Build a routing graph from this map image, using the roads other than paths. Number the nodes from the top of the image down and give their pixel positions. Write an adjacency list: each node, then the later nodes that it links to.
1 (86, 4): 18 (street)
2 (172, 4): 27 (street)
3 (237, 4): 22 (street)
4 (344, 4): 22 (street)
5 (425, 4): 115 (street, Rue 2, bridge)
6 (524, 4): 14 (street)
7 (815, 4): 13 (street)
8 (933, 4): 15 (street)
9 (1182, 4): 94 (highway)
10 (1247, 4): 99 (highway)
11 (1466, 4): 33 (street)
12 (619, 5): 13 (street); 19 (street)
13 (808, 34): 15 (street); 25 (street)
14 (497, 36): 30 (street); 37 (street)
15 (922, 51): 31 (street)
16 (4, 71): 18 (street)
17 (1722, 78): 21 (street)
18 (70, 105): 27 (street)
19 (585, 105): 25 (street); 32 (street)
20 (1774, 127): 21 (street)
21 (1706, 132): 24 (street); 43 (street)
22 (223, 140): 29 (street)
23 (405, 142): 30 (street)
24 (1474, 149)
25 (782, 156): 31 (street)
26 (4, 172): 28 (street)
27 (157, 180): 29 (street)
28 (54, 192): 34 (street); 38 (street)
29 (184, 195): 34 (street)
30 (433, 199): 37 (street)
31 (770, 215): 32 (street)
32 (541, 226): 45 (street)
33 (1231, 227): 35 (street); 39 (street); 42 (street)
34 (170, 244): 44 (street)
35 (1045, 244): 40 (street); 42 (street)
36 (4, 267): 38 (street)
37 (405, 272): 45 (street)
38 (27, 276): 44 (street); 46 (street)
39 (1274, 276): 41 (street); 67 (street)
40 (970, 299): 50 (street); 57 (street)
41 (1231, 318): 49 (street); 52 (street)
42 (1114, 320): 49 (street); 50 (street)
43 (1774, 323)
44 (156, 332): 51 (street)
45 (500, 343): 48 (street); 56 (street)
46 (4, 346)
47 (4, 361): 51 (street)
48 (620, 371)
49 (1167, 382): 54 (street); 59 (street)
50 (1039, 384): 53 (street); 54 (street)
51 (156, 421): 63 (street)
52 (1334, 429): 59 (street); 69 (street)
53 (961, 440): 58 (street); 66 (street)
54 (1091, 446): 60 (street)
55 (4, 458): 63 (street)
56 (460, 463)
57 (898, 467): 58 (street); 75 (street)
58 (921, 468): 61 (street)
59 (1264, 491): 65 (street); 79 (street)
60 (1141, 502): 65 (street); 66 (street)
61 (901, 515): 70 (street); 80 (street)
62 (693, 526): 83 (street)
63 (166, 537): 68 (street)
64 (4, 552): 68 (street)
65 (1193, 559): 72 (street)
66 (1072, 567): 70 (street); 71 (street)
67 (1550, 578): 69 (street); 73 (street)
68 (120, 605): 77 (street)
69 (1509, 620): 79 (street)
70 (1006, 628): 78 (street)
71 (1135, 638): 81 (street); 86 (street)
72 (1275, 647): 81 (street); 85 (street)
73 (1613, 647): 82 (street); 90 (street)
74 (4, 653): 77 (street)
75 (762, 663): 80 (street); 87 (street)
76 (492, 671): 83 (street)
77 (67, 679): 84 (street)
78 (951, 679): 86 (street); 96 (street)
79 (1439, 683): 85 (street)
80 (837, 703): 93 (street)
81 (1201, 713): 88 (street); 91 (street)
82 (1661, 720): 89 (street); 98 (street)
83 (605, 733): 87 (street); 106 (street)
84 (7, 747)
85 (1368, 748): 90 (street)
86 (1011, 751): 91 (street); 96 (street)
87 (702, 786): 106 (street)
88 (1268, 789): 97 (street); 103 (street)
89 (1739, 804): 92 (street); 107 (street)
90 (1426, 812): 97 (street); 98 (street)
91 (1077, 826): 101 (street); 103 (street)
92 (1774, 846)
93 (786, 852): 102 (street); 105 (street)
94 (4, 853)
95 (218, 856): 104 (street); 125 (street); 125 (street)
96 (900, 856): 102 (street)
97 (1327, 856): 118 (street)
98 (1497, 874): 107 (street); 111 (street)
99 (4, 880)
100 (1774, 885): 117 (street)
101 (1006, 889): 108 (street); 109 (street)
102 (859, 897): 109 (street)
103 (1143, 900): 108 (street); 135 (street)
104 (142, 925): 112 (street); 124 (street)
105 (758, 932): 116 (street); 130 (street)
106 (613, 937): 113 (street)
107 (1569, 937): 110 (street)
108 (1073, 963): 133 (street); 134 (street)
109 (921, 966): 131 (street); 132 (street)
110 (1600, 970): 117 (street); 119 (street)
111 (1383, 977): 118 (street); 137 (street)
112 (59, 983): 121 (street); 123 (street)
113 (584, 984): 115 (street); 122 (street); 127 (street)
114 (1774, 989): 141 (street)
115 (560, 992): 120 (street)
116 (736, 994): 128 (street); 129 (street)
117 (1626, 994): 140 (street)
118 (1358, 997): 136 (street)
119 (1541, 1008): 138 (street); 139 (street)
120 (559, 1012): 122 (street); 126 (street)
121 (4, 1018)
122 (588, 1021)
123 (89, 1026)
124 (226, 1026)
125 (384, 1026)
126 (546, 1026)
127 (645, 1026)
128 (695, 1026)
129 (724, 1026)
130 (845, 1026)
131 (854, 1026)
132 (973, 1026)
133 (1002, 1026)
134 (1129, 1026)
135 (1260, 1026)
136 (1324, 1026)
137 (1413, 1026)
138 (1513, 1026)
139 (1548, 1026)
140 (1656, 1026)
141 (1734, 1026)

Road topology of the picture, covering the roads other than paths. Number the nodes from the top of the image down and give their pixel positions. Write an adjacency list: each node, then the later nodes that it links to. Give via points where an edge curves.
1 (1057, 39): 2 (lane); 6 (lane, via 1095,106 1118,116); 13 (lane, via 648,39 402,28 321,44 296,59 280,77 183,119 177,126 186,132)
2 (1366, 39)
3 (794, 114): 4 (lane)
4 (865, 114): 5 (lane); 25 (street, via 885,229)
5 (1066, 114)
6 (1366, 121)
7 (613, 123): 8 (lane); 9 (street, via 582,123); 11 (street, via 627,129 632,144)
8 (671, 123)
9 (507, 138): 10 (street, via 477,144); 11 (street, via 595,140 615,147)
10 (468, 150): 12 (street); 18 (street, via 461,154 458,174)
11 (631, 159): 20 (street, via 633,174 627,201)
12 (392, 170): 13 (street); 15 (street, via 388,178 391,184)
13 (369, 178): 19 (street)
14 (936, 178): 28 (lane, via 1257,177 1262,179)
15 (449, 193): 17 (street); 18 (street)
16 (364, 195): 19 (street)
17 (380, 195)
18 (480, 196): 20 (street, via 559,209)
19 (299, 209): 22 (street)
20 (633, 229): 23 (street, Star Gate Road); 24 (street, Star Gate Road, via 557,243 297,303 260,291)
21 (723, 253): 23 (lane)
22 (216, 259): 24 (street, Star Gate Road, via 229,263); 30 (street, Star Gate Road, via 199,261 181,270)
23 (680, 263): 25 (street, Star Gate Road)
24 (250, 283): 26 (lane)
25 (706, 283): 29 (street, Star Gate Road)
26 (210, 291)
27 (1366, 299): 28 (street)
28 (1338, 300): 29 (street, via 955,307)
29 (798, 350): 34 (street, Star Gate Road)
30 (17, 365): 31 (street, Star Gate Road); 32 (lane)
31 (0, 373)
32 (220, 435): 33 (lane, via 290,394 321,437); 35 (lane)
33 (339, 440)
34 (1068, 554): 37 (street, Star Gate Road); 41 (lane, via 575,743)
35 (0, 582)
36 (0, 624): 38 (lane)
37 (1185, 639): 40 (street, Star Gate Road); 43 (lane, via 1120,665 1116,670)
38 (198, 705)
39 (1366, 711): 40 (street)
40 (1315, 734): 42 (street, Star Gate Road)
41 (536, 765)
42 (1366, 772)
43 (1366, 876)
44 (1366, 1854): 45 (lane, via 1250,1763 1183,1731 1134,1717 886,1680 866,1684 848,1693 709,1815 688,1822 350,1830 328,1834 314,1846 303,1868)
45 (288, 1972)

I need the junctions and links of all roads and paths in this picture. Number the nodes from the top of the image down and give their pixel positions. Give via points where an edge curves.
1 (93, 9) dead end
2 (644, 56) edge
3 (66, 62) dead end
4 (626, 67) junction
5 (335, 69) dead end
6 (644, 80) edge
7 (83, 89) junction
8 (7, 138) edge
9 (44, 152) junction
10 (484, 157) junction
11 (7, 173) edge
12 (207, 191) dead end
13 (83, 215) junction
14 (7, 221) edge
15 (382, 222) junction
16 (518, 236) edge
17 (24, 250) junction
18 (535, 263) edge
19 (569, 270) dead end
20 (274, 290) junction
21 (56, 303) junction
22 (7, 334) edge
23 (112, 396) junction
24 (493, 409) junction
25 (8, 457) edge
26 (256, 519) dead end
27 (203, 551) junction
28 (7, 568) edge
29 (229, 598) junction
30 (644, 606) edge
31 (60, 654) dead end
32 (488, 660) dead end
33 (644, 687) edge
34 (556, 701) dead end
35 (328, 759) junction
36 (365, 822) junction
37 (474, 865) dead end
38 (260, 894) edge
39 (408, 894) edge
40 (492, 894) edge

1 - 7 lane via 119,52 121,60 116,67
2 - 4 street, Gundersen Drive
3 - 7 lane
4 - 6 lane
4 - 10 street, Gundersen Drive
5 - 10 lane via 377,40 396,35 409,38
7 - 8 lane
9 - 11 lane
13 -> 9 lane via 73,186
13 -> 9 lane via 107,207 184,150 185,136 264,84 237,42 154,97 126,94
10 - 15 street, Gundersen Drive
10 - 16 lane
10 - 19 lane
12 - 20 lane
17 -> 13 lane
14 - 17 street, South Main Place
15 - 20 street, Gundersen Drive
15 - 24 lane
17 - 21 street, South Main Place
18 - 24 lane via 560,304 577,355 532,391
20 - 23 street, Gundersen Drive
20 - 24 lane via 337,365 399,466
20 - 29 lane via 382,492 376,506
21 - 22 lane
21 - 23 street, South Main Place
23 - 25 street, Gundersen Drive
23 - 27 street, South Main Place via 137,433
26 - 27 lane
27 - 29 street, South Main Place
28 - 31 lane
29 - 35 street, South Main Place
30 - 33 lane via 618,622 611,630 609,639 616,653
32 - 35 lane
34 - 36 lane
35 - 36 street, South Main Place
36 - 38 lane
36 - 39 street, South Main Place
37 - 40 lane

.....

Wherever a line above contains the string "paths", count it; then give the total alone.

**Solution for this problem**
3